YOUR GOAL — Would you return every entry below exactly as written, without its images?

=== EXERCISE INPUTS ===

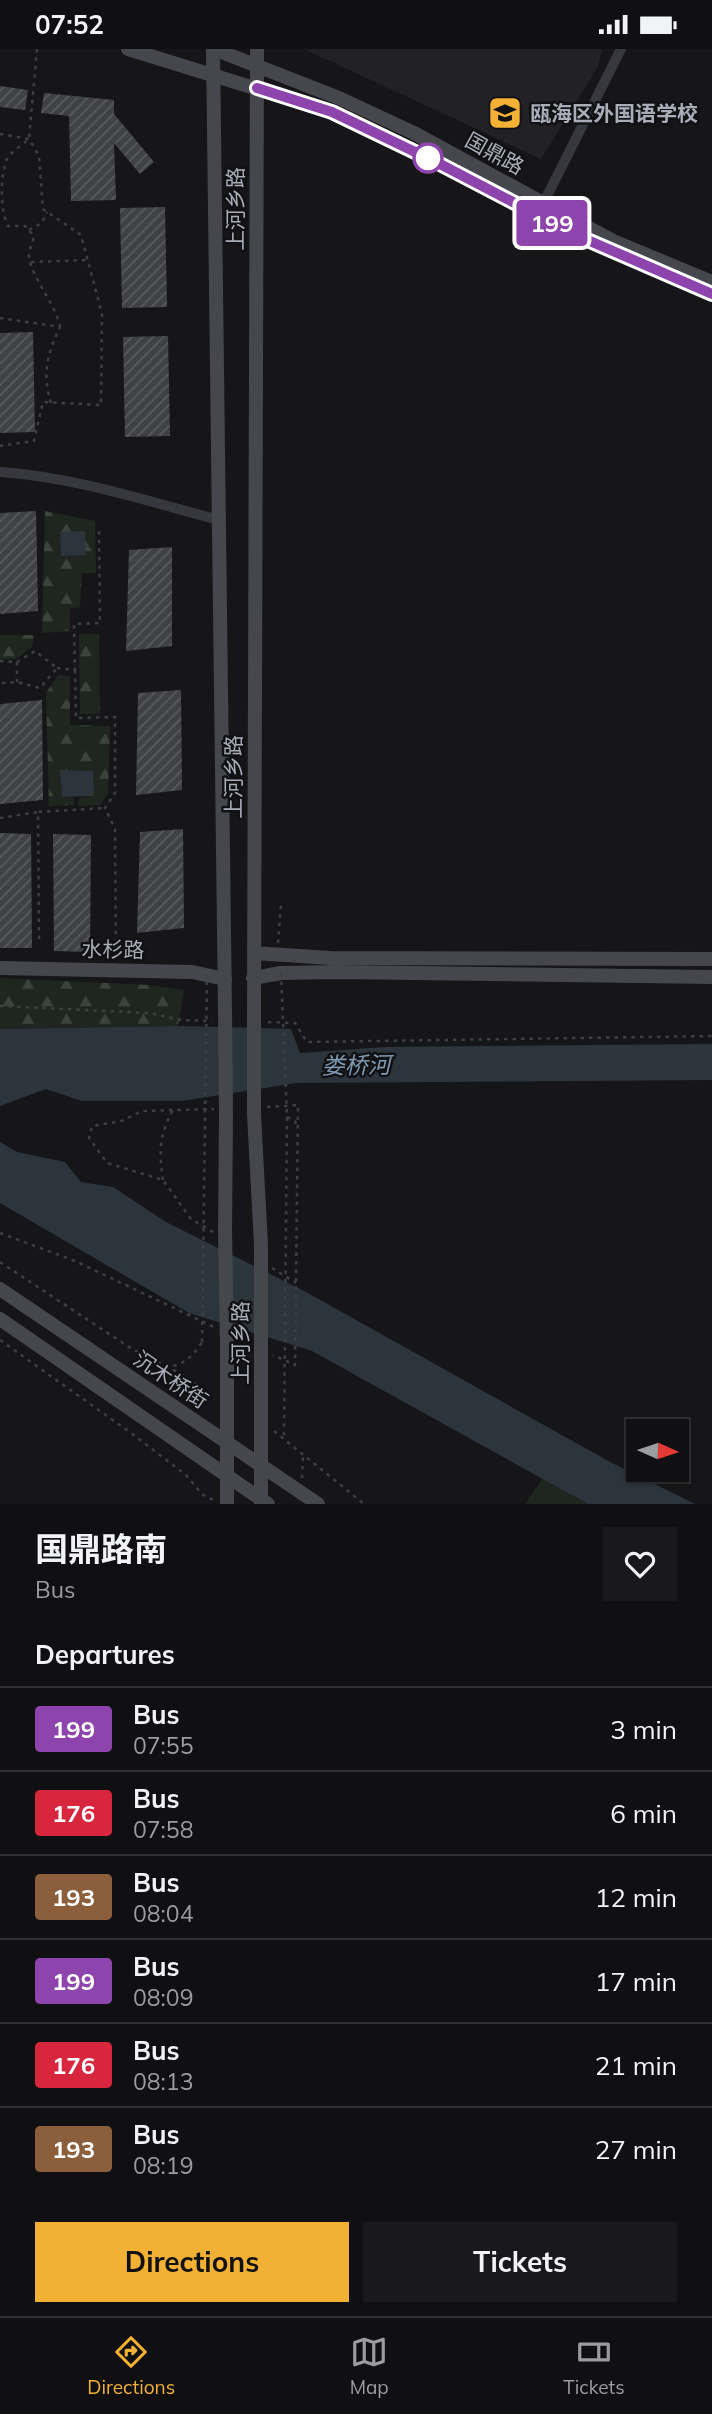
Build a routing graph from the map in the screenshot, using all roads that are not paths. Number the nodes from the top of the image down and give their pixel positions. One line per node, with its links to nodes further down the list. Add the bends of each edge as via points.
1 (128, 49): 6 (main road, 国鼎路)
2 (213, 49): 5 (main road, 国鼎路); 6 (main road, 上河乡路)
3 (257, 49): 5 (main road, 上河乡路)
4 (621, 49): 8 (street)
5 (257, 64): 7 (main road, 上河乡路); 8 (main road, 国鼎路, via 414,133)
6 (213, 76): 7 (main road, 国鼎路); 12 (main road, 上河乡路)
7 (257, 88): 10 (main road, 国鼎路, via 332,112 576,235); 13 (main road, 上河乡路)
8 (543, 204): 9 (main road, 国鼎路, via 613,241)
9 (712, 282)
10 (712, 294)
11 (0, 472): 12 (street, via 99,489)
12 (219, 520): 18 (main road, 上河乡路)
13 (254, 953): 14 (main road, via 330,958); 17 (main road, 上河乡路)
14 (712, 959)
15 (0, 968): 18 (main road, 水杉路, via 192,972)
16 (712, 977): 17 (main road, via 281,973)
17 (253, 978): 22 (main road, 上河乡路, bridge, via 266,1357)
18 (225, 979): 21 (main road, 上河乡路, bridge, via 220,1232)
19 (0, 1289): 21 (main road, 沉木桥街)
20 (0, 1319): 23 (main road)
21 (227, 1442): 22 (main road, 沉木桥街); 23 (main road, 上河乡路)
22 (261, 1466): 24 (main road, 上河乡路); 26 (main road, 沉木桥街)
23 (227, 1479): 24 (main road); 25 (main road, 上河乡路)
24 (263, 1502)
25 (228, 1504)
26 (318, 1504)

===

OUTPUT OF THE EXERCISE —
Build a routing graph from the map in the screenshot, using all roads that are not paths. Number the nodes from the top of the image down and give their pixel positions. One line per node, with its links to nodes further down the list. Add the bends of each edge as via points.
1 (128, 49): 6 (main road, 国鼎路)
2 (213, 49): 5 (main road, 国鼎路); 6 (main road, 上河乡路)
3 (257, 49): 5 (main road, 上河乡路)
4 (621, 49): 8 (street)
5 (257, 64): 7 (main road, 上河乡路); 8 (main road, 国鼎路, via 414,133)
6 (213, 76): 7 (main road, 国鼎路); 12 (main road, 上河乡路)
7 (257, 88): 10 (main road, 国鼎路, via 332,112 576,235); 13 (main road, 上河乡路)
8 (543, 204): 9 (main road, 国鼎路, via 613,241)
9 (712, 282)
10 (712, 294)
11 (0, 472): 12 (street, via 99,489)
12 (219, 520): 18 (main road, 上河乡路)
13 (254, 953): 14 (main road, via 330,958); 17 (main road, 上河乡路)
14 (712, 959)
15 (0, 968): 18 (main road, 水杉路, via 192,972)
16 (712, 977): 17 (main road, via 281,973)
17 (253, 978): 22 (main road, 上河乡路, bridge, via 266,1357)
18 (225, 979): 21 (main road, 上河乡路, bridge, via 220,1232)
19 (0, 1289): 21 (main road, 沉木桥街)
20 (0, 1319): 23 (main road)
21 (227, 1442): 22 (main road, 沉木桥街); 23 (main road, 上河乡路)
22 (261, 1466): 24 (main road, 上河乡路); 26 (main road, 沉木桥街)
23 (227, 1479): 24 (main road); 25 (main road, 上河乡路)
24 (263, 1502)
25 (228, 1504)
26 (318, 1504)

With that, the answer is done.